Vinyl record sound quality is superior to digital for a number of reasons. First, vinyl records have a much higher dynamic range than CDs or digital files. Dynamic range is the difference between the quietest and loudest sounds that can be heard in a recording. This range is what gives vinyl its richness, warmth, and clarity. CDs and digital files have a much smaller dynamic range, making them sound harsh and brittle in comparison.
Basically, the quietest sounds are quieter and the loudest sounds are louder on vinyl records than on other formats. This comes across to our ears as detail. Yes, it’s true, vinyl recordings can convey more details and nuances than their digital counterparts.
In addition to detail, vinyl records are also capable of reproducing much higher frequencies than CDs or digital files. This is because vinyl can capture more subtle details due to its larger surface area. The result is that vinyl recordings often sound brighter and clearer than their digital counterparts.

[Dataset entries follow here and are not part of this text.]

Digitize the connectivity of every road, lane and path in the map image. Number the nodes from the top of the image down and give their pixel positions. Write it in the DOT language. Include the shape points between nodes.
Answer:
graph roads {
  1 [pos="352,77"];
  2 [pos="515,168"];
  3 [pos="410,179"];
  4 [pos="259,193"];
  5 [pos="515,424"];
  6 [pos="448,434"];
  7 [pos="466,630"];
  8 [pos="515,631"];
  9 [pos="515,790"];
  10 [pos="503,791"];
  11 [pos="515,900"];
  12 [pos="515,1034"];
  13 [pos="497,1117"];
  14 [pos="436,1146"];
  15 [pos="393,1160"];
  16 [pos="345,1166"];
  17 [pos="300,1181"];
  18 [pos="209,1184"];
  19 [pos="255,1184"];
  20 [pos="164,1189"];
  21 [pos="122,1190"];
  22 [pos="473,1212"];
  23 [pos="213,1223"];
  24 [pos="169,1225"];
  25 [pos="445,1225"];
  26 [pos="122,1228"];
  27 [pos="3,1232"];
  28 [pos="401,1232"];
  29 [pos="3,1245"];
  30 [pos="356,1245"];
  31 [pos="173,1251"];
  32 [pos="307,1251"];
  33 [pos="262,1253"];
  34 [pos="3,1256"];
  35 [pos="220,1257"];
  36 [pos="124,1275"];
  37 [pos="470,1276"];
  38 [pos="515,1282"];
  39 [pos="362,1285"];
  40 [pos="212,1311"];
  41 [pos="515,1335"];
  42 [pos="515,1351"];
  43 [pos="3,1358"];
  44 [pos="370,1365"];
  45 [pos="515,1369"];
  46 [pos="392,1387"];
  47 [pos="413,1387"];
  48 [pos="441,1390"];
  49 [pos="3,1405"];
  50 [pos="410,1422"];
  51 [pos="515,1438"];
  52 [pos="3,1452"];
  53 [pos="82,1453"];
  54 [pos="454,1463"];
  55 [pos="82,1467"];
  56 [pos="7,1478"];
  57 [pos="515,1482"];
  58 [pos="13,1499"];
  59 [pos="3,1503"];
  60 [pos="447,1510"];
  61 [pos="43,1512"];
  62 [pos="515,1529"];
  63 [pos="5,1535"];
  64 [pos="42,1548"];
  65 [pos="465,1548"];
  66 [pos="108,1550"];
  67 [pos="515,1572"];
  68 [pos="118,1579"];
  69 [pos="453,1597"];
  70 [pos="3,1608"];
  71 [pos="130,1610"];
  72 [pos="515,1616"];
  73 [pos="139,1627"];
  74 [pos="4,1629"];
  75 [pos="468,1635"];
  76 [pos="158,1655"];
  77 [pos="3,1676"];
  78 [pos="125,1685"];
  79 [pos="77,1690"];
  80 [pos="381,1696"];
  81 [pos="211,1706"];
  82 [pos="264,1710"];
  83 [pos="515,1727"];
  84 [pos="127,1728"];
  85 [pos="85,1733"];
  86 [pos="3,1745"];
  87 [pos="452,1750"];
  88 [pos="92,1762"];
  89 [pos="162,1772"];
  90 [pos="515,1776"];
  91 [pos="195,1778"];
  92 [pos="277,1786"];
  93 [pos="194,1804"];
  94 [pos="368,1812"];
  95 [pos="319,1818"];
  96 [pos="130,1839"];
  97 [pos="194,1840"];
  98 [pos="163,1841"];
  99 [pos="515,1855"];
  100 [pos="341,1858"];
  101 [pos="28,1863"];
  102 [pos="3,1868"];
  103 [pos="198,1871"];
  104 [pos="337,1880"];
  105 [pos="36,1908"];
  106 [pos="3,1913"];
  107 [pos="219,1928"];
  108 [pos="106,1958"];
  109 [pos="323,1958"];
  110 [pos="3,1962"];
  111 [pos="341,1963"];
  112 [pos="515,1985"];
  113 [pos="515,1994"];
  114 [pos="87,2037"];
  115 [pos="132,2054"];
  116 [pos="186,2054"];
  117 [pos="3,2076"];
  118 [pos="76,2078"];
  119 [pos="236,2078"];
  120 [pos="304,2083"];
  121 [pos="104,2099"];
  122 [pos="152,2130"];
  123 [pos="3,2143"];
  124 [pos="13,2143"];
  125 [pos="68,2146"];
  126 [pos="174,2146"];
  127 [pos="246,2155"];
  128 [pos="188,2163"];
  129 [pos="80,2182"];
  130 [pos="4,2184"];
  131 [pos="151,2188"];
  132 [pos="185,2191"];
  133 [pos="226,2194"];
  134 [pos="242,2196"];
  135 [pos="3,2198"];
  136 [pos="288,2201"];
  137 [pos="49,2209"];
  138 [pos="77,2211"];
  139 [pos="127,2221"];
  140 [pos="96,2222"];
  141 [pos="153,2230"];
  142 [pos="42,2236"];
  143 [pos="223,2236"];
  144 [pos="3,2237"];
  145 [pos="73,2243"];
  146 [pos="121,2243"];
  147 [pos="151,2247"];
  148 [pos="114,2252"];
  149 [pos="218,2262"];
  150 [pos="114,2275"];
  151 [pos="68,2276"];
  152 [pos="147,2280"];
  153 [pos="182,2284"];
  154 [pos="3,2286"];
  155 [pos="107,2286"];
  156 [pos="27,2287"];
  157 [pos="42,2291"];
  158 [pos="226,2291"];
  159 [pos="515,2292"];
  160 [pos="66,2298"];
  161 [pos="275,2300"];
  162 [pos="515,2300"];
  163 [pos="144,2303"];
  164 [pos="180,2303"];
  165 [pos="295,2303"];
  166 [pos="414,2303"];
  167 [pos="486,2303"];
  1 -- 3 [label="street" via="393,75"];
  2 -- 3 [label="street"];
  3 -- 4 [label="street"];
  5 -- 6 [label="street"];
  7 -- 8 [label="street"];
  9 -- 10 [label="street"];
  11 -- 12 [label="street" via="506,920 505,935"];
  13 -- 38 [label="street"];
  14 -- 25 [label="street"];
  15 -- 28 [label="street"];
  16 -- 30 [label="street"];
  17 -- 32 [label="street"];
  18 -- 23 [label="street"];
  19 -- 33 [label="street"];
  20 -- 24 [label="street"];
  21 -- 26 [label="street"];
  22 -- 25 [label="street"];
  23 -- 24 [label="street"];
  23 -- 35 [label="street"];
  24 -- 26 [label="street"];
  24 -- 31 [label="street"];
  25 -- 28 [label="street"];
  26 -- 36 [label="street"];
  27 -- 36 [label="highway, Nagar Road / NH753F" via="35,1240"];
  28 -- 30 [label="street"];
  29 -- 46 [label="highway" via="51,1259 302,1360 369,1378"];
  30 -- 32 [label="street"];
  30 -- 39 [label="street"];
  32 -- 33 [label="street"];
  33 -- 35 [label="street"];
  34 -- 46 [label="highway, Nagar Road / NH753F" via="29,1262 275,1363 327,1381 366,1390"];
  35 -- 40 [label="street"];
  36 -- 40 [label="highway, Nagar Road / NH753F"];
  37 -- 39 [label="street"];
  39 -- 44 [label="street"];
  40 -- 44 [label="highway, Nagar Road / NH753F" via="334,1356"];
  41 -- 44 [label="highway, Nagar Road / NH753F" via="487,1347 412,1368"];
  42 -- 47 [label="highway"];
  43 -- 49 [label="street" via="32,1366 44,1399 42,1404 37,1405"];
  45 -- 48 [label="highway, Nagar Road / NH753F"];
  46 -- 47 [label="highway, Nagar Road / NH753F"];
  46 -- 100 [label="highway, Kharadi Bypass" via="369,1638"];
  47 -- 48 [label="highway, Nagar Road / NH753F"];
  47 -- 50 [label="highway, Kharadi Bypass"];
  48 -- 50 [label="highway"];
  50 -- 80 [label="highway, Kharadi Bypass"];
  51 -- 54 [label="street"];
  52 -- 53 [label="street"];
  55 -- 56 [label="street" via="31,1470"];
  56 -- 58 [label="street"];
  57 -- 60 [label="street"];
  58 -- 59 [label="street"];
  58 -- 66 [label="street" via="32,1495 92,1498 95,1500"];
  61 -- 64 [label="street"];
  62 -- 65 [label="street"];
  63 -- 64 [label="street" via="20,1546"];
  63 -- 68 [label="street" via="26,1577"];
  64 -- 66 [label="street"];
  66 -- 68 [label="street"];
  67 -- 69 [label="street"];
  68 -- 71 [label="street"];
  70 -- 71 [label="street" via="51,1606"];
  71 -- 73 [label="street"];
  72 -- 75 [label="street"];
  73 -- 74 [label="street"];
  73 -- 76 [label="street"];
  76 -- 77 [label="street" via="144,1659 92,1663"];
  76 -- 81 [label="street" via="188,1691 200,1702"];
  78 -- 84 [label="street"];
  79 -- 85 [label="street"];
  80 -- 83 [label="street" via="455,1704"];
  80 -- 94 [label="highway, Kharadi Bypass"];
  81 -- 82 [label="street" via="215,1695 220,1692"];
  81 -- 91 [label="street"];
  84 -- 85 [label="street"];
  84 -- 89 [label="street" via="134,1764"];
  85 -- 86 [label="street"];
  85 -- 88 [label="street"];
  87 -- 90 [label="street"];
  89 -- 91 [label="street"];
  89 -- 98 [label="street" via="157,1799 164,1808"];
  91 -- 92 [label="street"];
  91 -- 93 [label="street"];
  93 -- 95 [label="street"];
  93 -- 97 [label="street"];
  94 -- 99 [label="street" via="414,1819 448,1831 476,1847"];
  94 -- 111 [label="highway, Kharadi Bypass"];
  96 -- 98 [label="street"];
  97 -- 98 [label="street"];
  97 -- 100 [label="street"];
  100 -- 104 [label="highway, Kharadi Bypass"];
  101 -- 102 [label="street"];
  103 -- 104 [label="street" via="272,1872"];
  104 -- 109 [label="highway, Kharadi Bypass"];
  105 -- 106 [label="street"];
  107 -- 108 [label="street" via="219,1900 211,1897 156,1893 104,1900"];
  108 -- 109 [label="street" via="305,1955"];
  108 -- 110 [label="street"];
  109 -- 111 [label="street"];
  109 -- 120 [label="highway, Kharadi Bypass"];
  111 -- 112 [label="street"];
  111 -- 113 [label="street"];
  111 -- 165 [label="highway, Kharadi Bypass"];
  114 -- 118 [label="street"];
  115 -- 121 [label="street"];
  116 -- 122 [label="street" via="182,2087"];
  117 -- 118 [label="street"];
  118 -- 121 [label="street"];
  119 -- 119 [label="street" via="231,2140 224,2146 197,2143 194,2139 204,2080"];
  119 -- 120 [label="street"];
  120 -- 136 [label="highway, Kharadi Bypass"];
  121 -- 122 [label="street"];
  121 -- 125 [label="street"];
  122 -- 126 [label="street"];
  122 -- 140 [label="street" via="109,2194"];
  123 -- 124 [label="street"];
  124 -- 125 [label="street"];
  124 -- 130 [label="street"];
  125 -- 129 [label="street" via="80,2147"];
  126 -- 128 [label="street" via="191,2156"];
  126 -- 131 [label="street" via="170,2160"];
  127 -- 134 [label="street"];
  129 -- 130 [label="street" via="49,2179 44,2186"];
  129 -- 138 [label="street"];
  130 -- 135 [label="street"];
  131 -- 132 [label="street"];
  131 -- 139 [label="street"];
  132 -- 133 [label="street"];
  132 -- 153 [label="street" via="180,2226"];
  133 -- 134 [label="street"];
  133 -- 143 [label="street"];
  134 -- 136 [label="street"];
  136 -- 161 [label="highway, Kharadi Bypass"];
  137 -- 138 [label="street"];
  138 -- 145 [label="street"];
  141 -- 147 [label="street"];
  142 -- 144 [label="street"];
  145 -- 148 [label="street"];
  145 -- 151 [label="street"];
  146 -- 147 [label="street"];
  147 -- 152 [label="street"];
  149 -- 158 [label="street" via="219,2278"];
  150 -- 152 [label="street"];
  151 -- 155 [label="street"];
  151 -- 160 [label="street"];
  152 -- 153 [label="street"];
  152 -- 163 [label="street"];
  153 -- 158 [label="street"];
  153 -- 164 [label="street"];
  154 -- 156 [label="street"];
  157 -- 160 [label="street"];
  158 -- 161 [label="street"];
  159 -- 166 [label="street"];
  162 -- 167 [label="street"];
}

Audiophiles often refer to this benefit of higher frequencies as “air”. It’s what gives vinyl its characteristic openness. A vinyl record played on a high quality turntable with an excellent cartridge will create more space between instruments, creating the sensation of hearing music in three dimensions rather than two (on average).
You might have heard of Apple’s recent foray into what they’re calling “spatial audio” with their new AirPods. This is the digital attempt to recreate some of the kind of benefits that a vinyl listening experience provides.
Finally, vinyl records are also better at reproducing low frequencies than CDs or digital files. This is because the lower frequencies on vinyl recordings travel through the air and into our ears, whereas the lower frequencies on digital recordings are reproduced by vibrations in the speakers.
This difference is most noticeable when listening to bass-heavy music like hip hop or electronic dance music. On vinyl, you can feel the bass thumping through your body, while with digital audio it just sort of rattles your eardrums.
Vinyl albums are not subject to compression like digital files are. Compression artificially boosts the volume of softer sounds and mutes the louder ones, resulting in a loss of detail and clarity. On vinyl records, all sounds are reproduced with equal intensity, providing a more natural listening experience.
Vinyl records offer an analog signal path which is less prone to interference and noise than digital signals. This results in a warmer, more natural sound quality that is often missing from digital recordings. For these reasons, vinyl club members swear by the superior sound quality of vinyl records over any other format.
In conclusion, vinyl record sound quality is superior to CD and digital audio for a number of reasons: higher dynamic range, higher frequencies, better reproduction of low frequencies, and compression.